Without a policy change, we will continue to drift from crisis to crisis. And while the pandemic did not help, it was not the cause of the situation, rather it merely brought the situation to a head and exposed the inherent weaknesses in the current policy direction.
The BMA is calling for a national conversation with the public on the future of our health and social care system. Some might say it is an easy thing to call for, harder to deliver on. Undoubtedly, it is an uncomfortable conversation for politicians, particularly those in power to oversee, with the inherent need for us all to face facts and be realistic about what we need and balance that with what we can afford, or what we are willing to pay for through general taxation.

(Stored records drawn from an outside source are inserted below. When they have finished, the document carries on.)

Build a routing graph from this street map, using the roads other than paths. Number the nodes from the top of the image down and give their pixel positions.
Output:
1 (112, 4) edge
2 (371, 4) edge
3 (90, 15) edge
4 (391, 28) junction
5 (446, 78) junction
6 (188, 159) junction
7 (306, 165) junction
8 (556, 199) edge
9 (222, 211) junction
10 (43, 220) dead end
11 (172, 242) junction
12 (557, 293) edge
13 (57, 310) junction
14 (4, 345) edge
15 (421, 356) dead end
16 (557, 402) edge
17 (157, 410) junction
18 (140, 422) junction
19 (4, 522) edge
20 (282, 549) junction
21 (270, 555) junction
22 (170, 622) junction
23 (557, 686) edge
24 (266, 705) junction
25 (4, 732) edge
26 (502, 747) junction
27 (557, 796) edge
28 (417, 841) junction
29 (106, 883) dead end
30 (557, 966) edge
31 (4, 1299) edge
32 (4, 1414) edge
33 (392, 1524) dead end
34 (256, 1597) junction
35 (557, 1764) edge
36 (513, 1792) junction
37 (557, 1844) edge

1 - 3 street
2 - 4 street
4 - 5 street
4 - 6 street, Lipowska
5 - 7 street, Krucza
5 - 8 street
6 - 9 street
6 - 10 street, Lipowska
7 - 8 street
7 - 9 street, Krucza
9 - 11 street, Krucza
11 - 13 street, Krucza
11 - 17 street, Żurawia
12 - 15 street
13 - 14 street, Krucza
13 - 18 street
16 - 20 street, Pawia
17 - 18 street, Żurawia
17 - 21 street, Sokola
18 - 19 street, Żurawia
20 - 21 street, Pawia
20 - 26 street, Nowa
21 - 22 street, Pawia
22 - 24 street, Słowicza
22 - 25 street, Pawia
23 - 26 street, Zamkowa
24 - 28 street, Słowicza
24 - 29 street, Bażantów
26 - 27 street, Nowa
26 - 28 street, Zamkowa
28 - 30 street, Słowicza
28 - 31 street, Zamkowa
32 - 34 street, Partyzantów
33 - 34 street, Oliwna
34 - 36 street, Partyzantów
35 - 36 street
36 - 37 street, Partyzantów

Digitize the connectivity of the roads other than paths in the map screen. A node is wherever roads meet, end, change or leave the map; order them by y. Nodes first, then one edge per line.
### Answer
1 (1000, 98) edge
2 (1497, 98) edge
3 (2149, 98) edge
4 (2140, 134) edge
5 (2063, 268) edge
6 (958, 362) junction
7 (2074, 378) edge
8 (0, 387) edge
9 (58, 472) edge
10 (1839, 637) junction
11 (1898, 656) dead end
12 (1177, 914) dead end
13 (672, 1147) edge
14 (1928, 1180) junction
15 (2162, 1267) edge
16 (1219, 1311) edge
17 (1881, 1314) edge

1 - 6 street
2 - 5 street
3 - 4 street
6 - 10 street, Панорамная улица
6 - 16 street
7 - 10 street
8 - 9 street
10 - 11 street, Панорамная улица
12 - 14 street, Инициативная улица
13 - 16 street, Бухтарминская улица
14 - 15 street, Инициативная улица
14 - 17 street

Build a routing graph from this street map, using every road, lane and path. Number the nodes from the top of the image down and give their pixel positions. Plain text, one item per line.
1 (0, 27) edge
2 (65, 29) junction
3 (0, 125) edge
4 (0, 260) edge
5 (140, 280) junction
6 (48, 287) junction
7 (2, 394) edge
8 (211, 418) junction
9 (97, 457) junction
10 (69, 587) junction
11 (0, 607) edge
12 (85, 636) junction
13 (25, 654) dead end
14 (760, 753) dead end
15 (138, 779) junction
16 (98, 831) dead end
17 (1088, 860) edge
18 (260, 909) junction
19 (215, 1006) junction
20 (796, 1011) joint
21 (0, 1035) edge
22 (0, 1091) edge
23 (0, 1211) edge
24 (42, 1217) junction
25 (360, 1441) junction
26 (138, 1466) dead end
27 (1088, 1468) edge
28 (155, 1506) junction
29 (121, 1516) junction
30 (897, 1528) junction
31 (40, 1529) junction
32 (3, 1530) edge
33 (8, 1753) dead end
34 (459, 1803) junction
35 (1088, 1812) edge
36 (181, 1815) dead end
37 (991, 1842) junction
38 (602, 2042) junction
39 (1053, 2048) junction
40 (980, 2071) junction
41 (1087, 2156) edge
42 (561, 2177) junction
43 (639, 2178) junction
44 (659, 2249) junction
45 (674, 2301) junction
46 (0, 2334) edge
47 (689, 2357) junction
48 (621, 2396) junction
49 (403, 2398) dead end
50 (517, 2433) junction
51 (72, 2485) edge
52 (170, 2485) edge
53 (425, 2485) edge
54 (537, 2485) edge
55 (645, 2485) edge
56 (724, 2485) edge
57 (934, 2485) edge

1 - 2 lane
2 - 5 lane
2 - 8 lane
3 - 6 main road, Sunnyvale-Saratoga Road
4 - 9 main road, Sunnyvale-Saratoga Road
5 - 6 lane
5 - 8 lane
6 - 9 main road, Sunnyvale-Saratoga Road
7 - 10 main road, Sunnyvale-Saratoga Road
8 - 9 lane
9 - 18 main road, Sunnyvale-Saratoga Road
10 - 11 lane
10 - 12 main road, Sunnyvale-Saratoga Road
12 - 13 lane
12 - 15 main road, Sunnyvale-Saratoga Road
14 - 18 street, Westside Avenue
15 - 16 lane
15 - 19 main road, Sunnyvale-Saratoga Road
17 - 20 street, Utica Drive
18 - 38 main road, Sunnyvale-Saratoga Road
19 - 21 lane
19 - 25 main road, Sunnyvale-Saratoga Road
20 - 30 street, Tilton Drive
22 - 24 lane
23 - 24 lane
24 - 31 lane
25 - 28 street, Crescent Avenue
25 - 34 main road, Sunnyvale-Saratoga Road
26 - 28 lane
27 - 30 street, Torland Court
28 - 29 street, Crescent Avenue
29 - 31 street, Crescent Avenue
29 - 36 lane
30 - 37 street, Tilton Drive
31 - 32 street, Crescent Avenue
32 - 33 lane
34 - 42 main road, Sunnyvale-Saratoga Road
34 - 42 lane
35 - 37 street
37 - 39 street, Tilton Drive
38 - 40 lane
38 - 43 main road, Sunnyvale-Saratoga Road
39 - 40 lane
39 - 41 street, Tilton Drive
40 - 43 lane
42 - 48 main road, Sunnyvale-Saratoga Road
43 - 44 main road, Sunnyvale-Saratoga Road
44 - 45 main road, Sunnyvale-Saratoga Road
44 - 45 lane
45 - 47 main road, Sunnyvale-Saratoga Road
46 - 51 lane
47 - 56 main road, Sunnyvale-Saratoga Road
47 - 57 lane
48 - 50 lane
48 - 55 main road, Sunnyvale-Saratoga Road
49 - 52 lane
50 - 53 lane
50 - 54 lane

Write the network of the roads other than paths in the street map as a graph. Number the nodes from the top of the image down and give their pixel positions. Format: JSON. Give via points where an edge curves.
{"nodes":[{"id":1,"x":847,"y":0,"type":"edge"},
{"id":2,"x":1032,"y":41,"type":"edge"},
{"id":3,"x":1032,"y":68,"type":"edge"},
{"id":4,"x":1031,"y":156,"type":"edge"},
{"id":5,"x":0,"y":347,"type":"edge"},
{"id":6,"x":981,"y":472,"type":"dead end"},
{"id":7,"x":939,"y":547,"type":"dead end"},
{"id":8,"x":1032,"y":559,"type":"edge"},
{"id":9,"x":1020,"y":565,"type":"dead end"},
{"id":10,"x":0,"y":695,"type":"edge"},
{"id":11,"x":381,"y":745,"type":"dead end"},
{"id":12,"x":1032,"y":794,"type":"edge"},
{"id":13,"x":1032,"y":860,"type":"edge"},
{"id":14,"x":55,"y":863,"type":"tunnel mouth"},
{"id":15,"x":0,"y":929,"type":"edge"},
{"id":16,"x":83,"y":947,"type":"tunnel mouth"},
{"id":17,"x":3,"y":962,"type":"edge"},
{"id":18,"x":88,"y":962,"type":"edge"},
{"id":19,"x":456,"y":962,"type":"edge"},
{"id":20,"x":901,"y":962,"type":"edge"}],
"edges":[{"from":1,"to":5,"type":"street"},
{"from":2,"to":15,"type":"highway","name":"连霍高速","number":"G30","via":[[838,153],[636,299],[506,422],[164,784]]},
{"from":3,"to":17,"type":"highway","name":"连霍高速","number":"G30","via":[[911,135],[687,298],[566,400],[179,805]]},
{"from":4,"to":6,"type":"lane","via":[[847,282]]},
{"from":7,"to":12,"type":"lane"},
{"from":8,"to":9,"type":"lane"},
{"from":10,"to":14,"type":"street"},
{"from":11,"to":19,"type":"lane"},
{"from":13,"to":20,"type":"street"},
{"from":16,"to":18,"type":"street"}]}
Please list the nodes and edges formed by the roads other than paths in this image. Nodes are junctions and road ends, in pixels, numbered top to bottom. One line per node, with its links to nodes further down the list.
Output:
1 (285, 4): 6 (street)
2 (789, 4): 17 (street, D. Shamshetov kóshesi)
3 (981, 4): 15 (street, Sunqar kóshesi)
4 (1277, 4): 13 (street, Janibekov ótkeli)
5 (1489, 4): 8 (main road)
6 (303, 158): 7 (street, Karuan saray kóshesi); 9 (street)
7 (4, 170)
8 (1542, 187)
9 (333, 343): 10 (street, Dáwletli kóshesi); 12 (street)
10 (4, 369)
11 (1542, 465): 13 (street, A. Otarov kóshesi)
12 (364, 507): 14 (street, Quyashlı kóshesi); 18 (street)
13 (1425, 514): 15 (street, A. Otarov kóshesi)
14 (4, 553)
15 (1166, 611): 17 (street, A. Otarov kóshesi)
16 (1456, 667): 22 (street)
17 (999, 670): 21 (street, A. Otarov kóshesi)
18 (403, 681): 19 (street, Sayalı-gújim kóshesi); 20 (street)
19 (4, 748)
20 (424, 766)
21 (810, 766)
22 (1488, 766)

We are clear care needs to stay free at the point of need – but given how many people are now going private to avoid long waits, how do we protect that founding principle, while delivering what we need from our modern-day NHS? We have significantly underinvested in community care. What we need is to bring resources ‘upstream’, closer to where patients live.
There is good evidence with more district nurses, health visitors and GPs, we can prevent more activity ending up in hospital and, with better support packages for paid carers, we can address the delayed discharge problem that is holding up admission from A&E.
What I believe most patients want more than anything are clinicians who have the time to care, to listen and explain, and to show compassion and provide continuity. We are so often failing on many of these through no fault of the doctors themselves, who are simply faced with having to apologise for the many failings of the system as a whole.
The current policy direction results in ends that do not meet, patients get frustrated at their inability to get basic care and the system often resorts to squeezing the workforce for efficiencies, reducing time to care and other unintended consequences that further exacerbate the crisis. The workforce is the largest single cost, but also the single most important resource.
This pressure is adversely impacting on staff retention and, combined with some disastrous pension policies from the UK Treasury, is compounding the service provision difficulties. If we carry on without policy changes, then the health inequalities in Scotland will further widen as those with the means to do so will increasingly go private for parts of their care.
For general practice without change, I anticipate the rise of large doctor-light, salaried practices in urban deprived areas, while more affluent areas continue with the traditional model, further widening inequalities. Whatever we do, it will take some years to turn this NHS ship around, but it must change if we wish to avoid perpetual crises and aspire to maintain an equitable, universal NHS that meets the needs of the majority.